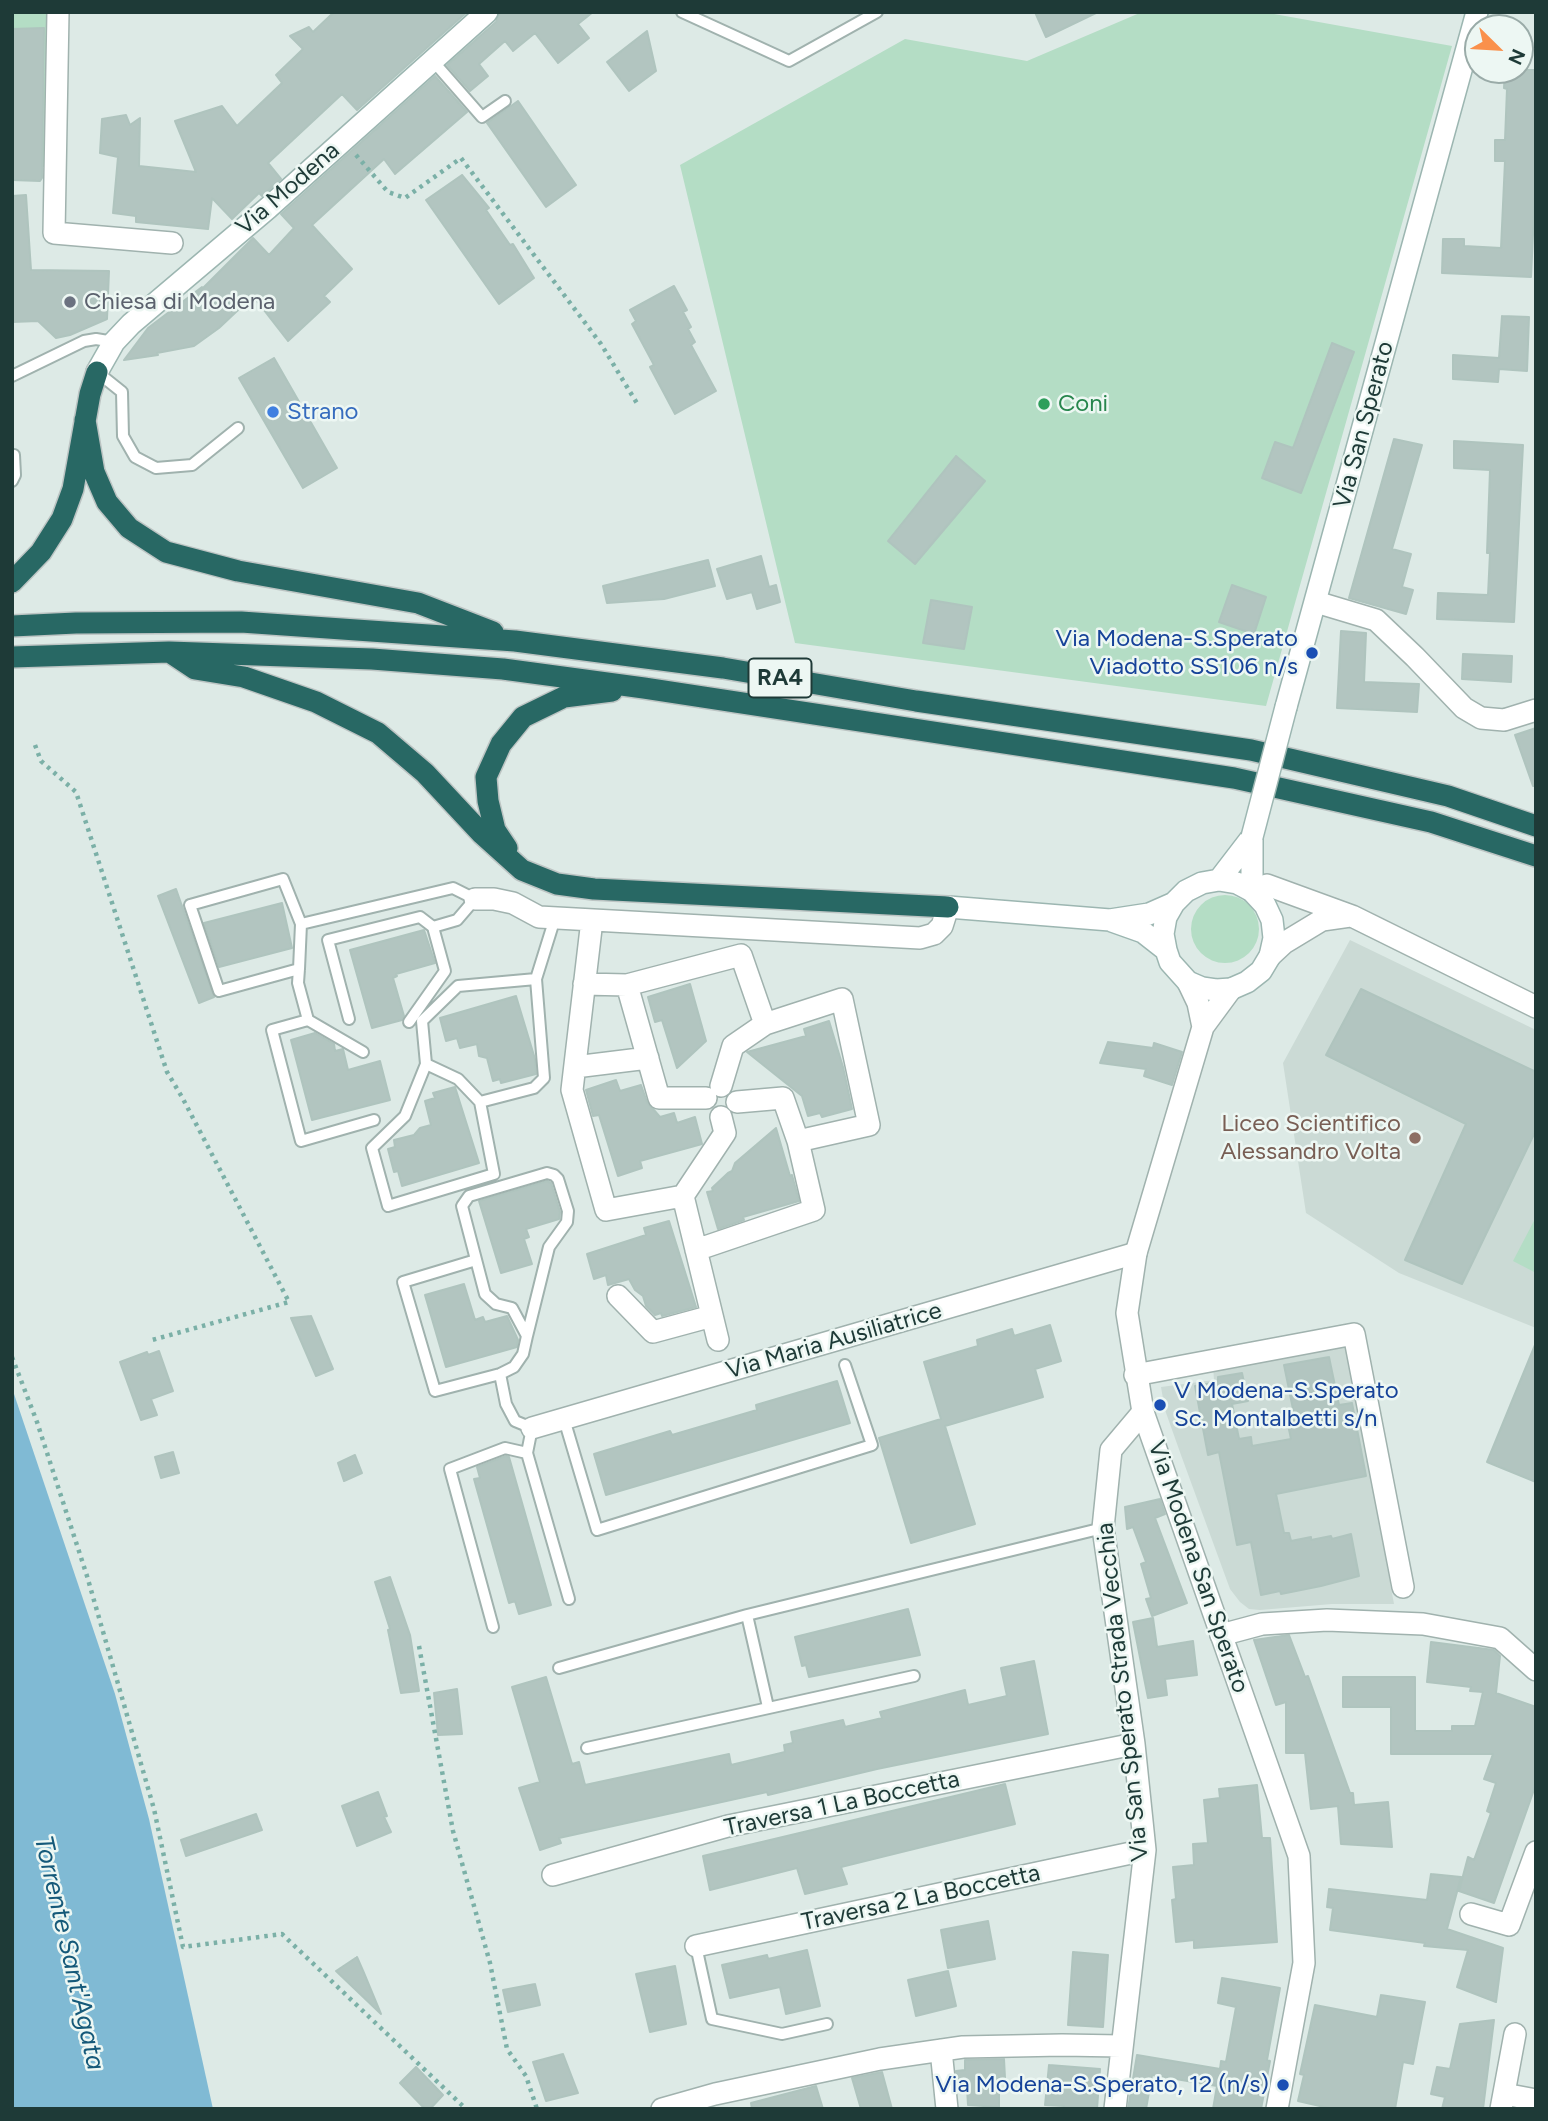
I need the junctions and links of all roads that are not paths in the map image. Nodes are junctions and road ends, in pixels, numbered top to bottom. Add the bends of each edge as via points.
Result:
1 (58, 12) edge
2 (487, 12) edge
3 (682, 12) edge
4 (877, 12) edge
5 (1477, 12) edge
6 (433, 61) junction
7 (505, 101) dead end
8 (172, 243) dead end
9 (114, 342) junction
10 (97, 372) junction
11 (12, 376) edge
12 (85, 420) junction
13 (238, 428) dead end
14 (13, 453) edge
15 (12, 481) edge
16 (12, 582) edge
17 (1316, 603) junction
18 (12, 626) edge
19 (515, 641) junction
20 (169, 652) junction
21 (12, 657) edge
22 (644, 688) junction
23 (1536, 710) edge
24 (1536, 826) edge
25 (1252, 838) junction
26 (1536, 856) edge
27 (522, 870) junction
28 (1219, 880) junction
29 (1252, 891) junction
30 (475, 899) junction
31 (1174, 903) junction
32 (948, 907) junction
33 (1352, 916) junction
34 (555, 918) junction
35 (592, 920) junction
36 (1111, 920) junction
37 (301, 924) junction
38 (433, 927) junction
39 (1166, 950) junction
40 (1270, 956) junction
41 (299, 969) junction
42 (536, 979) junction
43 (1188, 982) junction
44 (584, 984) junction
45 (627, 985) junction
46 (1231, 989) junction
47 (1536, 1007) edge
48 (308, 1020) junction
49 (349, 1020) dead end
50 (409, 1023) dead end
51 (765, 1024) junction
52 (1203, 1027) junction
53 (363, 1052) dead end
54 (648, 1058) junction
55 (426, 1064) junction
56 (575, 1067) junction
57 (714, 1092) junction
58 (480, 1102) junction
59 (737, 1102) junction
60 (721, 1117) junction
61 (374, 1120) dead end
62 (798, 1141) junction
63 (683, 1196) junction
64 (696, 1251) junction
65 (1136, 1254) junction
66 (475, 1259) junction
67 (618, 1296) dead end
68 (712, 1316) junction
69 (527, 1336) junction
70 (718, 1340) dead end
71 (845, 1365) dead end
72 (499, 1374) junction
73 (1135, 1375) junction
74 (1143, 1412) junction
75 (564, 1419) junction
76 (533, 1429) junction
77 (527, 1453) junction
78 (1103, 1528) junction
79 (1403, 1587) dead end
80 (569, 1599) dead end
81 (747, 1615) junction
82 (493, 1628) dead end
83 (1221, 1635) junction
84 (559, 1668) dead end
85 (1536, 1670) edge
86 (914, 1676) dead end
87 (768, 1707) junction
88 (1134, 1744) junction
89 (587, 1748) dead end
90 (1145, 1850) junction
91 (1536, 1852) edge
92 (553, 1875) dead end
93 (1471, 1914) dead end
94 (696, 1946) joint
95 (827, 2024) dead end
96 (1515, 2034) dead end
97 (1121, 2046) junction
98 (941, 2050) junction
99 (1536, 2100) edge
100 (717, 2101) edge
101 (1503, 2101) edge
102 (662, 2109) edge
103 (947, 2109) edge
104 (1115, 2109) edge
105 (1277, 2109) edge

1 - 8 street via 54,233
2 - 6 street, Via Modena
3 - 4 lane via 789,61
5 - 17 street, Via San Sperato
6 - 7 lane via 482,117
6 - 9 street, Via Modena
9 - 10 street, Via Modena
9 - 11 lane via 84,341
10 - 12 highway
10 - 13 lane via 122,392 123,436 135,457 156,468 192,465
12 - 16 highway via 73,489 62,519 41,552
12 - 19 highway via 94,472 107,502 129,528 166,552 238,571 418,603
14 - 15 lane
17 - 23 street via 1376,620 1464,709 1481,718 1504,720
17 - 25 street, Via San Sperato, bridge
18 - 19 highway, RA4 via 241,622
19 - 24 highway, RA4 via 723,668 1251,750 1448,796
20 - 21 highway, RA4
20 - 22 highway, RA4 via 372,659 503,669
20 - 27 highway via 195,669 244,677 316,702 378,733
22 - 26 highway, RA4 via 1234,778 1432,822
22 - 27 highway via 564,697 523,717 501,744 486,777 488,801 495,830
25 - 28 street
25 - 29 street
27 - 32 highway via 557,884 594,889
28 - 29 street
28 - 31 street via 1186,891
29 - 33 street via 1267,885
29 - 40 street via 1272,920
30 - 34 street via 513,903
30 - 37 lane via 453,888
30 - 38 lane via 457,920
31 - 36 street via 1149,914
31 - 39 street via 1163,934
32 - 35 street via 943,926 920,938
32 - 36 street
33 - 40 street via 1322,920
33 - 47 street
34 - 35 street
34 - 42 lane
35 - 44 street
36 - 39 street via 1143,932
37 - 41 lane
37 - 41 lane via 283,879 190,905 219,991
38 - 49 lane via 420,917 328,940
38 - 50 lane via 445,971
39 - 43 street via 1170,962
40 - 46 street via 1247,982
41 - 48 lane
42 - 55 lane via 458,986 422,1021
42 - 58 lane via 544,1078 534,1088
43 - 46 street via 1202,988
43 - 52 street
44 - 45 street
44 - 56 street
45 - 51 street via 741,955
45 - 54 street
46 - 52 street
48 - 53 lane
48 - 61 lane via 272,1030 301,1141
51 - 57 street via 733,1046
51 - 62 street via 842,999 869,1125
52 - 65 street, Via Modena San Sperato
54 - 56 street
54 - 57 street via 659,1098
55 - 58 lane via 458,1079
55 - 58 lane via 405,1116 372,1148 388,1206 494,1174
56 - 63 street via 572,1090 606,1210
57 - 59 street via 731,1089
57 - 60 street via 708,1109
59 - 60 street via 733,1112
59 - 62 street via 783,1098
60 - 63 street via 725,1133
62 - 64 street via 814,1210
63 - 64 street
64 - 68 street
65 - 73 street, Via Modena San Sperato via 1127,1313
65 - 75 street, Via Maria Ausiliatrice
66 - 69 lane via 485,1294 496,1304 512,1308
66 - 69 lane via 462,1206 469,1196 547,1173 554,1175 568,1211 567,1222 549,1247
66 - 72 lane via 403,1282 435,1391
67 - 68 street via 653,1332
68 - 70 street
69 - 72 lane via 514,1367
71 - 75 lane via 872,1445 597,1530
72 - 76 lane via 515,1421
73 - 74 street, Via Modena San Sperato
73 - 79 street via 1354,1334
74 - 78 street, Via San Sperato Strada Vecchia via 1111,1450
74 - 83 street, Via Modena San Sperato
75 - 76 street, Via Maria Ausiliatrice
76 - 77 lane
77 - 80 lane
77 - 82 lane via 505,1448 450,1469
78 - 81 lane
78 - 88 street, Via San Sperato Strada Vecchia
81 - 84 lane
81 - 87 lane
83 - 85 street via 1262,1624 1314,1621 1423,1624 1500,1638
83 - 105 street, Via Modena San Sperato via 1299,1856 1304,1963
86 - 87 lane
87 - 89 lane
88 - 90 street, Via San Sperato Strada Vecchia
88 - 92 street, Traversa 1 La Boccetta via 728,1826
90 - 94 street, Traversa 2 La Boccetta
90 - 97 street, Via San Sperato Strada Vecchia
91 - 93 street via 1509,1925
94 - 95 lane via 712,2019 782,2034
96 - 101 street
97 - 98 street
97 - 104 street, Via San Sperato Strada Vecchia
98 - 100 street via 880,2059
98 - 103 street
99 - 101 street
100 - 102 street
...
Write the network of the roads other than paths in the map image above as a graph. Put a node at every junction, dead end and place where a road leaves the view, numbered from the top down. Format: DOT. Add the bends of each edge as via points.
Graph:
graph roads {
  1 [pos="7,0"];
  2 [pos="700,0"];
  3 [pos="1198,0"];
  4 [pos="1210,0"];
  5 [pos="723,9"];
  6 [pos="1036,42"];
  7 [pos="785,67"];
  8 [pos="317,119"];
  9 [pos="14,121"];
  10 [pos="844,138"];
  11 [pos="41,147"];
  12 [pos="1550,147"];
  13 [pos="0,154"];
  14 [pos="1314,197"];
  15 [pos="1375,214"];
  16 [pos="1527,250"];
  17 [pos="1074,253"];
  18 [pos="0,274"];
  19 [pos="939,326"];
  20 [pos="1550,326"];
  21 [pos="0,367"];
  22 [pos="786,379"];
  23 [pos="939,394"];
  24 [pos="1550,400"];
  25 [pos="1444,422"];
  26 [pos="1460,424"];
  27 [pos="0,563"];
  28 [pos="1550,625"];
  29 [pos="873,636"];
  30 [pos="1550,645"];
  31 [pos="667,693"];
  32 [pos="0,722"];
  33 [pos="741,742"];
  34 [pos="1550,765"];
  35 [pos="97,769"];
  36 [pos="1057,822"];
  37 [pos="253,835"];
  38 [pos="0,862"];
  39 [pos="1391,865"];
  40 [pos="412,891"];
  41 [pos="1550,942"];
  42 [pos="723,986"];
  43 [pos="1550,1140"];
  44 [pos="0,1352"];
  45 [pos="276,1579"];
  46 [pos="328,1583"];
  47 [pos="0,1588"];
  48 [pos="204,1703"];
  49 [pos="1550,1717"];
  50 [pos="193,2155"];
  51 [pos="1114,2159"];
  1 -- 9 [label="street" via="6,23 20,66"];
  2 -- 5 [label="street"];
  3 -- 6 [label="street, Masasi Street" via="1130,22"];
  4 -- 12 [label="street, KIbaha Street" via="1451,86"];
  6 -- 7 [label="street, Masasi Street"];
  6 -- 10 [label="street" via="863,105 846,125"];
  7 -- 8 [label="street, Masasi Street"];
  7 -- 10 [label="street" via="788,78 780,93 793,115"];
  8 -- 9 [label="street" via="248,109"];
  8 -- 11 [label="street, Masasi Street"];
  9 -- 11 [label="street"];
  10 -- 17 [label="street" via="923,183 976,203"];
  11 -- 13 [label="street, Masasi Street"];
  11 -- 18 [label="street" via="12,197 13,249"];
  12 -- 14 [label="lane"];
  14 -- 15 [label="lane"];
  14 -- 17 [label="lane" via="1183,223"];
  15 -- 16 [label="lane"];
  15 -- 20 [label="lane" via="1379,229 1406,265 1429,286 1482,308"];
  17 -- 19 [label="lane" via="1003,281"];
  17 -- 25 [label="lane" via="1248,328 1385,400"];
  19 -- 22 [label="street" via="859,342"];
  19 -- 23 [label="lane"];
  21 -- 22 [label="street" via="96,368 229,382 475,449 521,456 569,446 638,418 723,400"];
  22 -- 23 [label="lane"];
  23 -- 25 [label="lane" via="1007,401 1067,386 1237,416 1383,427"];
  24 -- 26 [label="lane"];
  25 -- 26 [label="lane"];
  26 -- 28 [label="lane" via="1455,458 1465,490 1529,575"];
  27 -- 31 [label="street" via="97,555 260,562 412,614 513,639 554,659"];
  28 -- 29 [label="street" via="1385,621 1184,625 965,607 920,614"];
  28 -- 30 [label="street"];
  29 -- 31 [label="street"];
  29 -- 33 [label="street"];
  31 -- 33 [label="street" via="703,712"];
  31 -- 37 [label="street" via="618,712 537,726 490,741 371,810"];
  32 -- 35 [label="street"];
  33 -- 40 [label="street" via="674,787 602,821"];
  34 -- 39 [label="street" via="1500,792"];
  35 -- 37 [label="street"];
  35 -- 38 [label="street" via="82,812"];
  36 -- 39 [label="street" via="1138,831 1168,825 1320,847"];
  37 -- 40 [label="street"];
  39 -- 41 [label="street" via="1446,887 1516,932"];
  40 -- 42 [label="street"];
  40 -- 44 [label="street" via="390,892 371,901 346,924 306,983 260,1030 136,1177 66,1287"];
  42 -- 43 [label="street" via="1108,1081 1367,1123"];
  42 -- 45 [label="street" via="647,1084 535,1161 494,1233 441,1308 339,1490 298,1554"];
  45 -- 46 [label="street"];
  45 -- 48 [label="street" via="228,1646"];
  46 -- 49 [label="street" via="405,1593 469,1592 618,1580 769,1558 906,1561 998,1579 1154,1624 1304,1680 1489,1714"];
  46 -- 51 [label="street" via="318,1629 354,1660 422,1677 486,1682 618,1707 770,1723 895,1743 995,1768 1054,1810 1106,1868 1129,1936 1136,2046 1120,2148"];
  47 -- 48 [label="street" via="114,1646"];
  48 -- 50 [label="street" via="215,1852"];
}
...
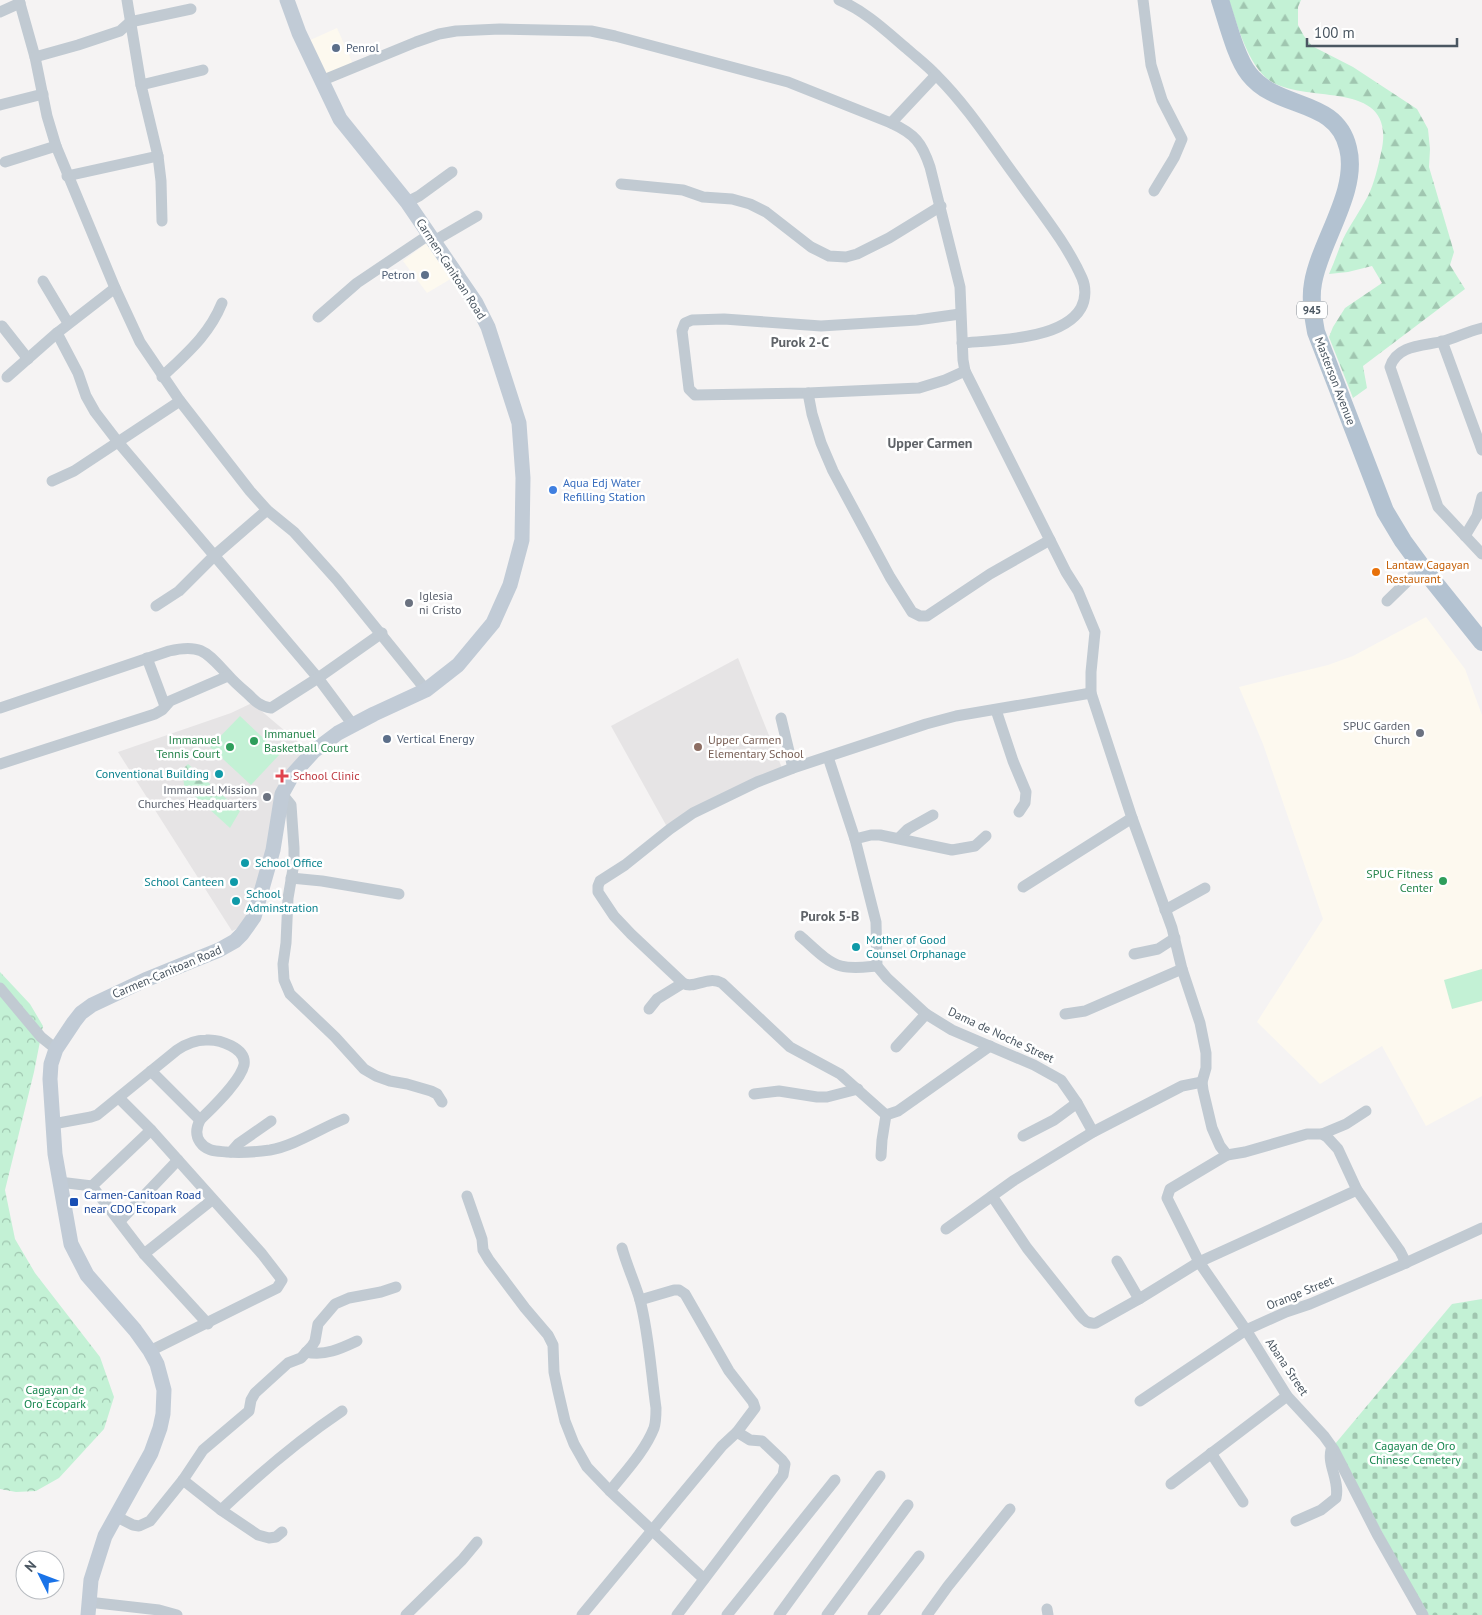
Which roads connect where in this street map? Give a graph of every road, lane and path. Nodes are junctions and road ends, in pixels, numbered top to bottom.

[Instructions to follow]
Reproduce each line from the data that has "junctions" in it.

[Response area]
I need the junctions and links of all roads that are not paths in the map image. Nodes are junctions and road ends, in pixels, numbered top to bottom. Add the bends of each edge as via points.
Which roads connect where in this street map? Give a graph of every road, lane and path. Nodes are junctions and road ends, in pixels, numbered top to bottom.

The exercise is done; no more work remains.